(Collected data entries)

□ □ □ □ □

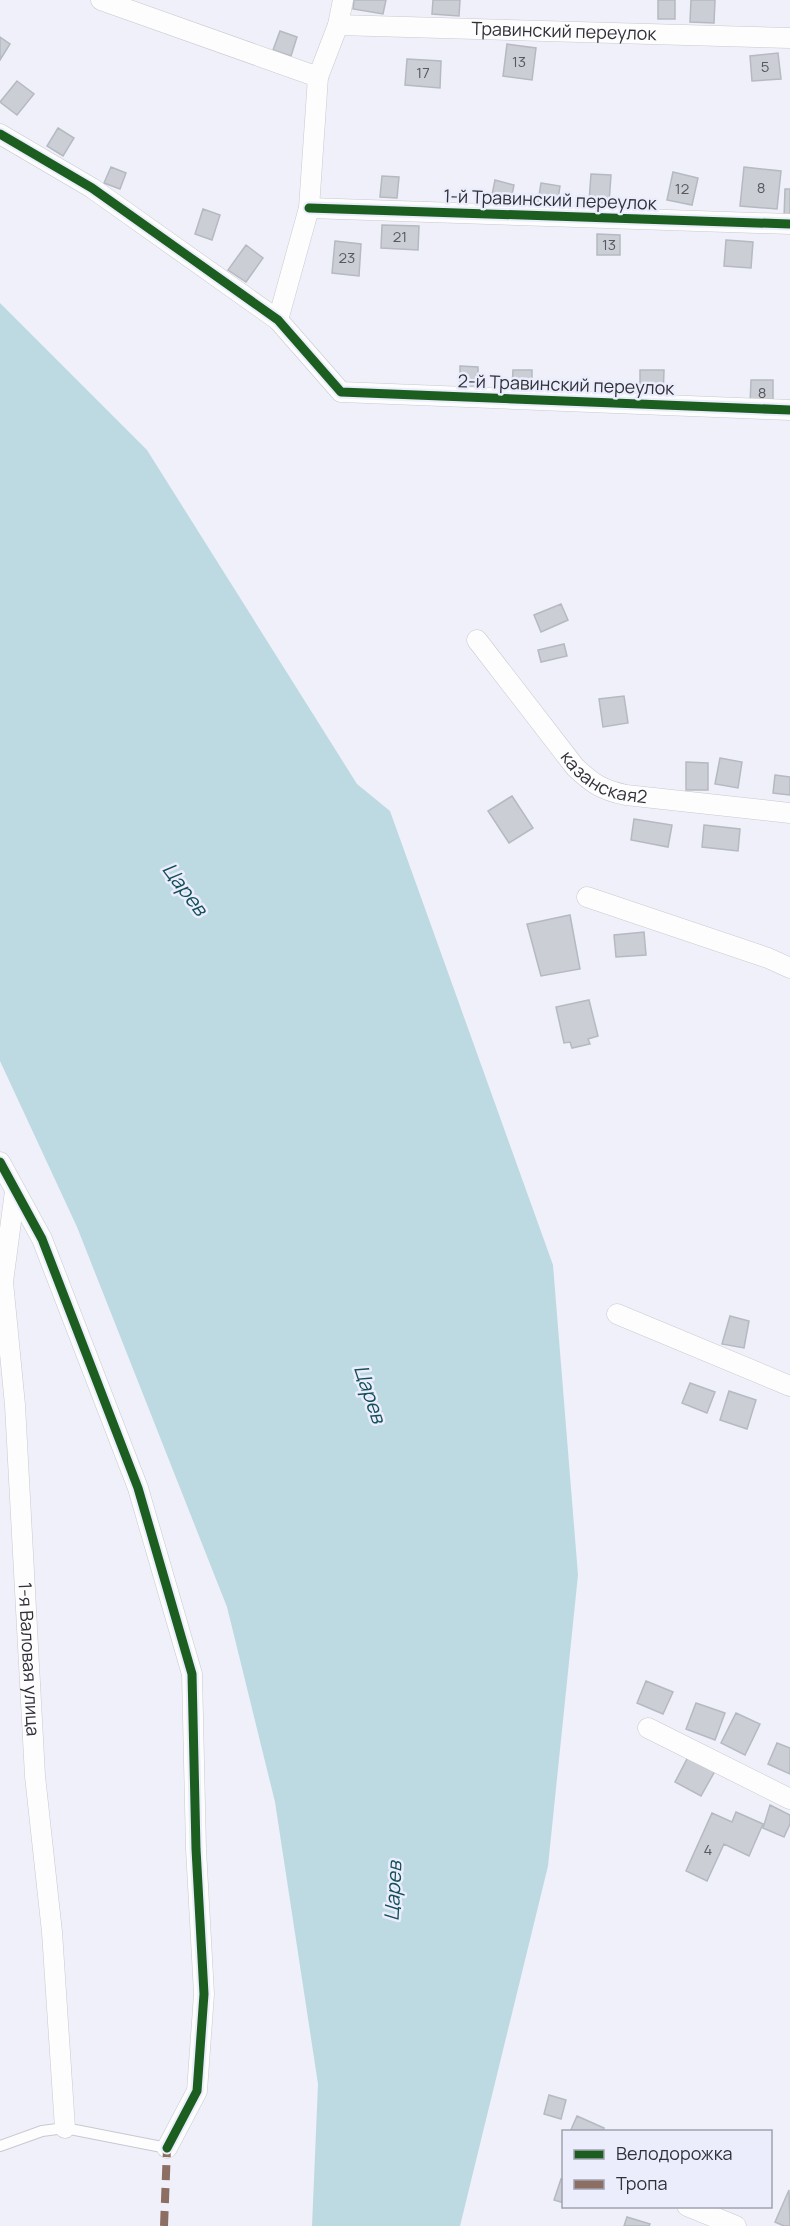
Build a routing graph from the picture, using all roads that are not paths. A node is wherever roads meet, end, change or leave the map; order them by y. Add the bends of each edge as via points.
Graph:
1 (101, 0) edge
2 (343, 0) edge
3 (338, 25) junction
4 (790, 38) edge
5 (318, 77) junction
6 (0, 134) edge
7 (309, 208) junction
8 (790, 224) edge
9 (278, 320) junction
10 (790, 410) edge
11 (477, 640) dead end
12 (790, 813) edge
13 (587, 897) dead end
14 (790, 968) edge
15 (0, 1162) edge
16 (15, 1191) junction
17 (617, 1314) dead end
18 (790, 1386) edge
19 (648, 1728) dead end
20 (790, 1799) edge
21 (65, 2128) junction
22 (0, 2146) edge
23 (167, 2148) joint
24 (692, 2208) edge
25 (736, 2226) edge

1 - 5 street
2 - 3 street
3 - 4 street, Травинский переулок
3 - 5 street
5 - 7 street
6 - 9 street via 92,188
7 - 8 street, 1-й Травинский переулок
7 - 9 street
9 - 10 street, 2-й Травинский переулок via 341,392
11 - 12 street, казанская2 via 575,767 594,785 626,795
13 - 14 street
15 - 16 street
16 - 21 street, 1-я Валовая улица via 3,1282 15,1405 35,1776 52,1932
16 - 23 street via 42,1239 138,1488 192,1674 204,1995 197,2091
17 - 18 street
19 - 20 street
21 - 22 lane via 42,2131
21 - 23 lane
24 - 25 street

□ □ □ □ □

#### EXERCISE PROMPT:
Each entry above should come back word for word, and no picture should come with it.

#### TASK SOLUTION:
Build a routing graph from the picture, using all roads that are not paths. A node is wherever roads meet, end, change or leave the map; order them by y. Add the bends of each edge as via points.
Graph:
1 (101, 0) edge
2 (343, 0) edge
3 (338, 25) junction
4 (790, 38) edge
5 (318, 77) junction
6 (0, 134) edge
7 (309, 208) junction
8 (790, 224) edge
9 (278, 320) junction
10 (790, 410) edge
11 (477, 640) dead end
12 (790, 813) edge
13 (587, 897) dead end
14 (790, 968) edge
15 (0, 1162) edge
16 (15, 1191) junction
17 (617, 1314) dead end
18 (790, 1386) edge
19 (648, 1728) dead end
20 (790, 1799) edge
21 (65, 2128) junction
22 (0, 2146) edge
23 (167, 2148) joint
24 (692, 2208) edge
25 (736, 2226) edge

1 - 5 street
2 - 3 street
3 - 4 street, Травинский переулок
3 - 5 street
5 - 7 street
6 - 9 street via 92,188
7 - 8 street, 1-й Травинский переулок
7 - 9 street
9 - 10 street, 2-й Травинский переулок via 341,392
11 - 12 street, казанская2 via 575,767 594,785 626,795
13 - 14 street
15 - 16 street
16 - 21 street, 1-я Валовая улица via 3,1282 15,1405 35,1776 52,1932
16 - 23 street via 42,1239 138,1488 192,1674 204,1995 197,2091
17 - 18 street
19 - 20 street
21 - 22 lane via 42,2131
21 - 23 lane
24 - 25 street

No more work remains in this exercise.